- [TASK] Using the listing below, copy every line that mentions "roads".

------ EXCERPTED DATA

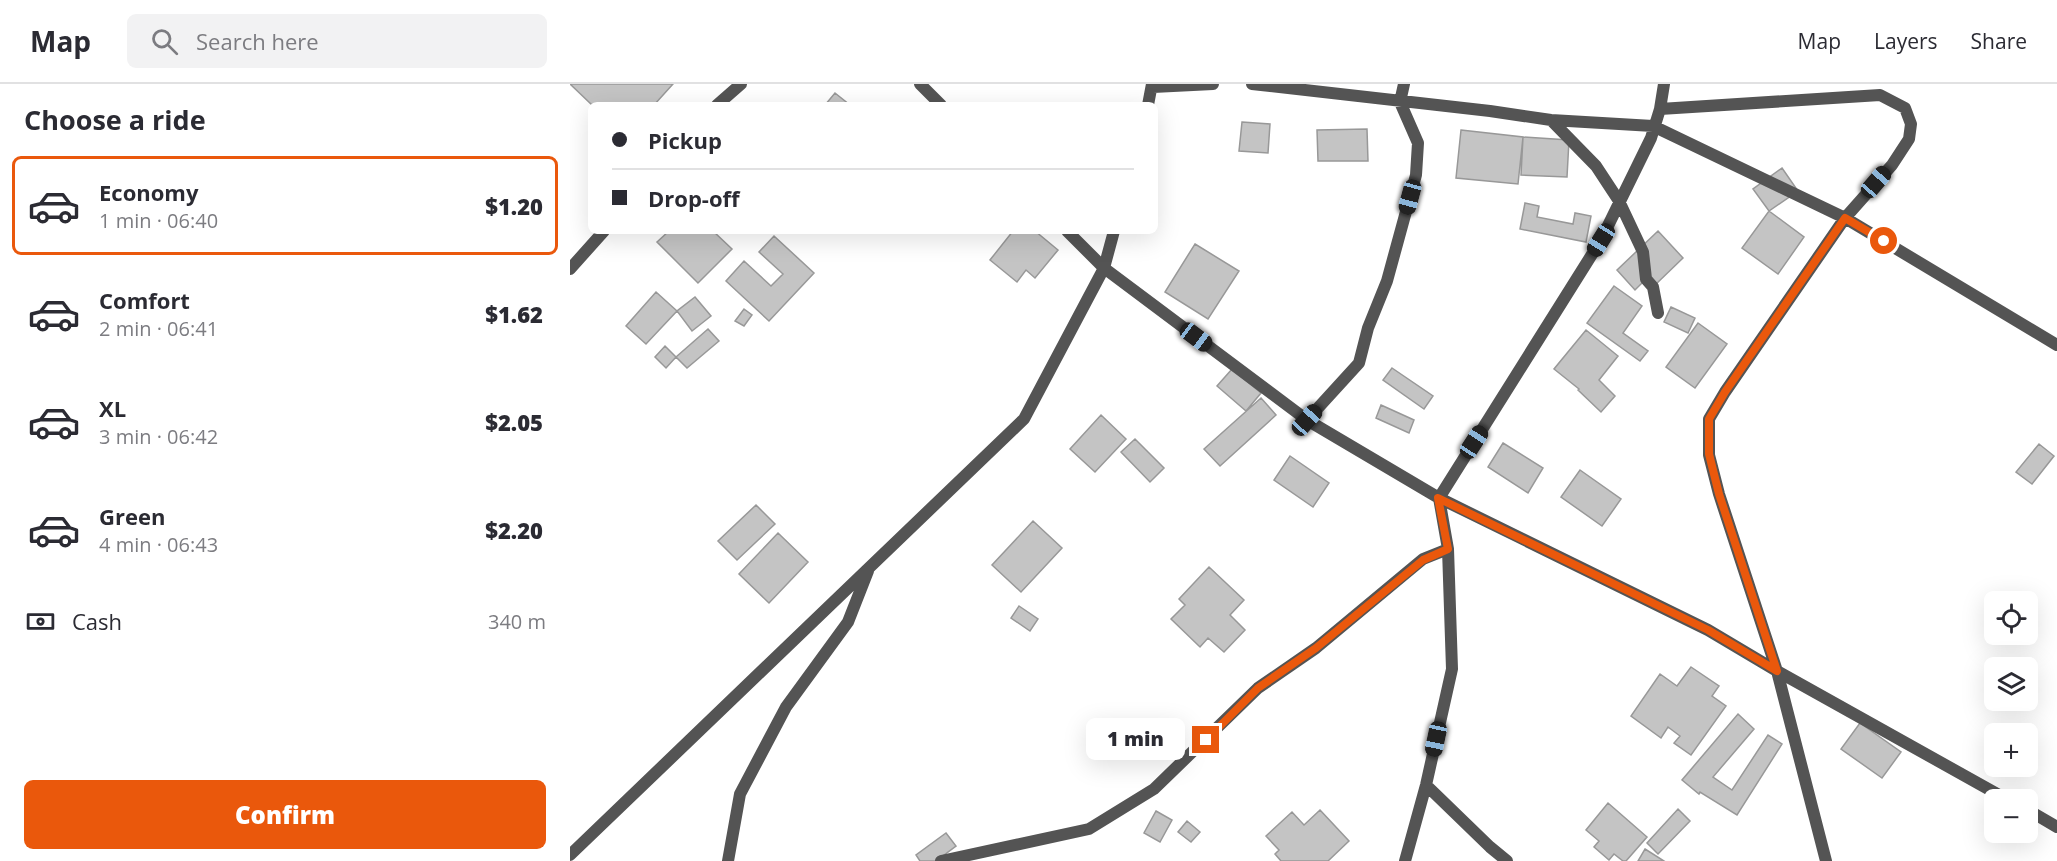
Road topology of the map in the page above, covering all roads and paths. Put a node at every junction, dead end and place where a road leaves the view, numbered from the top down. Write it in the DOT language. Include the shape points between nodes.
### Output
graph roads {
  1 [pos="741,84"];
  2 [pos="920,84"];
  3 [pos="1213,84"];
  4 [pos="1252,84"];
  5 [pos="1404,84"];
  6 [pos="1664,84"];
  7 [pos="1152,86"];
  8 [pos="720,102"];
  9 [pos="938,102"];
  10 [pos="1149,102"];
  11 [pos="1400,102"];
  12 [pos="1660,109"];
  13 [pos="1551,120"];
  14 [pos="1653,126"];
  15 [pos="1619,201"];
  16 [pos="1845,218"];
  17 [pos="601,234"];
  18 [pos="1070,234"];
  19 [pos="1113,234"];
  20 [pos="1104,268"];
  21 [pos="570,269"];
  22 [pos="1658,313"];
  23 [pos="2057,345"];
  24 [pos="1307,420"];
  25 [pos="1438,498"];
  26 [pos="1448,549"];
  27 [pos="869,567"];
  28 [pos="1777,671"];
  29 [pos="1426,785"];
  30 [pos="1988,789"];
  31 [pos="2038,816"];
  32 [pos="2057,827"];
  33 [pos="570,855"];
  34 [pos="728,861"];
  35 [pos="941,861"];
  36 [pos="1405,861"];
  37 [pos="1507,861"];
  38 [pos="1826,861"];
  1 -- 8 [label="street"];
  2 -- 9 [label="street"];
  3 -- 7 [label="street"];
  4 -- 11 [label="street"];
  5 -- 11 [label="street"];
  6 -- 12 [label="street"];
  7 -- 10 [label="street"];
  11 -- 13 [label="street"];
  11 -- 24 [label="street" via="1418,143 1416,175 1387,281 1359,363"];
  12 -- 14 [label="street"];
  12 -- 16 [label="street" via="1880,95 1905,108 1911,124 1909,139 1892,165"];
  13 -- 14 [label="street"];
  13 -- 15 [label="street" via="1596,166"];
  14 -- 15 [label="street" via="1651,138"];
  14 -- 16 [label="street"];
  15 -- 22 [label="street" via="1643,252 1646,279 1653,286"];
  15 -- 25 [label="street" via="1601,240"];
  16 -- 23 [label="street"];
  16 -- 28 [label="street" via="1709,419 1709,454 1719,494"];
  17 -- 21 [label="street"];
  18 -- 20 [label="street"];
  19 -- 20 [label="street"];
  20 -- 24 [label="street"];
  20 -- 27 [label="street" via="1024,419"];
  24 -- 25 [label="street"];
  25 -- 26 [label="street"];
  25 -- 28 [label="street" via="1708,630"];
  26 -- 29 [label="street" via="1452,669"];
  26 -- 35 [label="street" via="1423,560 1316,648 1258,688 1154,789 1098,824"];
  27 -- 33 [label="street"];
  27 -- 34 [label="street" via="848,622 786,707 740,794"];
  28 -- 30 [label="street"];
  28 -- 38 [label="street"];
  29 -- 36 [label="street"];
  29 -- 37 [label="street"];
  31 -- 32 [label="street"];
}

------------

- [SOLUTION FOR THIS EXERCISE]
Road topology of the map in the page above, covering all roads and paths. Put a node at every junction, dead end and place where a road leaves the view, numbered from the top down. Write it in the DOT language. Include the shape points between nodes.
graph roads {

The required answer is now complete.